Fawn Lake township has numerous lakes, including the township's name sake. Fawn Lake is 125 acres in size and has a maximum depth of 21 feet. According to the Minnesota DNR fish species living in the lake include the black bullhead, black crappie, bluegill, brown bullhead, hybrid sunfish, largemouth bass, northern pike, pumpkinseed, rock bass, walleye, yellow bullhead, yellow perch, white sucker, central mudminnow, and the Iowa darter.

==Demographics==
As of the census of 2000, there were 440 people, 174 households, and 128 families residing in the township. The population density was 12.9 PD/sqmi. There were 225 housing units at an average density of 6.6 /sqmi. The racial makeup of the township was 96.59% White, 0.23% African American, 0.23% Asian, 0.23% Pacific Islander, 1.14% from other races, and 1.59% from two or more races. Hispanic or Latino of any race were 2.05% of the population.

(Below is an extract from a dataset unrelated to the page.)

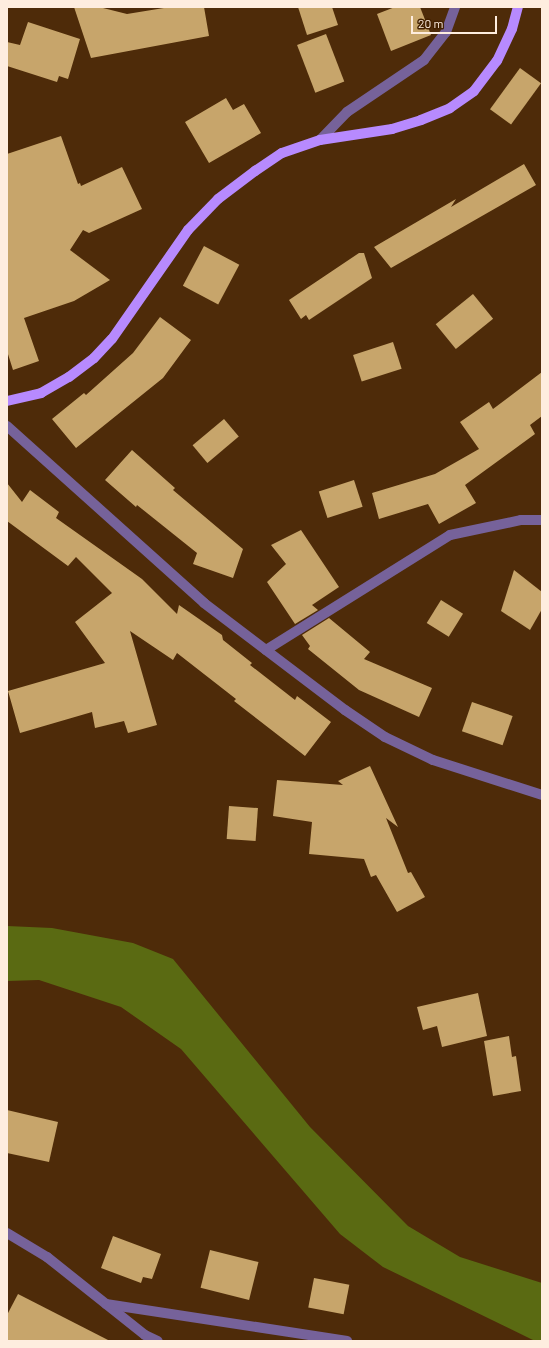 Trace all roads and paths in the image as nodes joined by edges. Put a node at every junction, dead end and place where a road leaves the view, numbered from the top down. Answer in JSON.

There were 174 households, out of which 28.7% had children under the age of 18 living with them, 59.8% were married couples living together, 8.0% had a female householder with no husband present, and 26.4% were non-families. 22.4% of all households were made up of individuals, and 5.7% had someone living alone who was 65 years of age or older. The average household size was 2.53 and the average family size was 2.93.

In the township the population was spread out, with 25.0% under the age of 18, 7.0% from 18 to 24, 27.7% from 25 to 44, 25.0% from 45 to 64, and 15.2% who were 65 years of age or older. The median age was 39 years. For every 100 females, there were 104.7 males. For every 100 females age 18 and over, there were 108.9 males.

The median income for a household in the township was $33,646, and the median income for a family was $45,469. Males had a median income of $30,000 versus $16,875 for females. The per capita income for the township was $15,559. About 5.9% of families and 10.9% of the population were below the poverty line, including 12.7% of those under age 18 and 10.3% of those age 65 or over.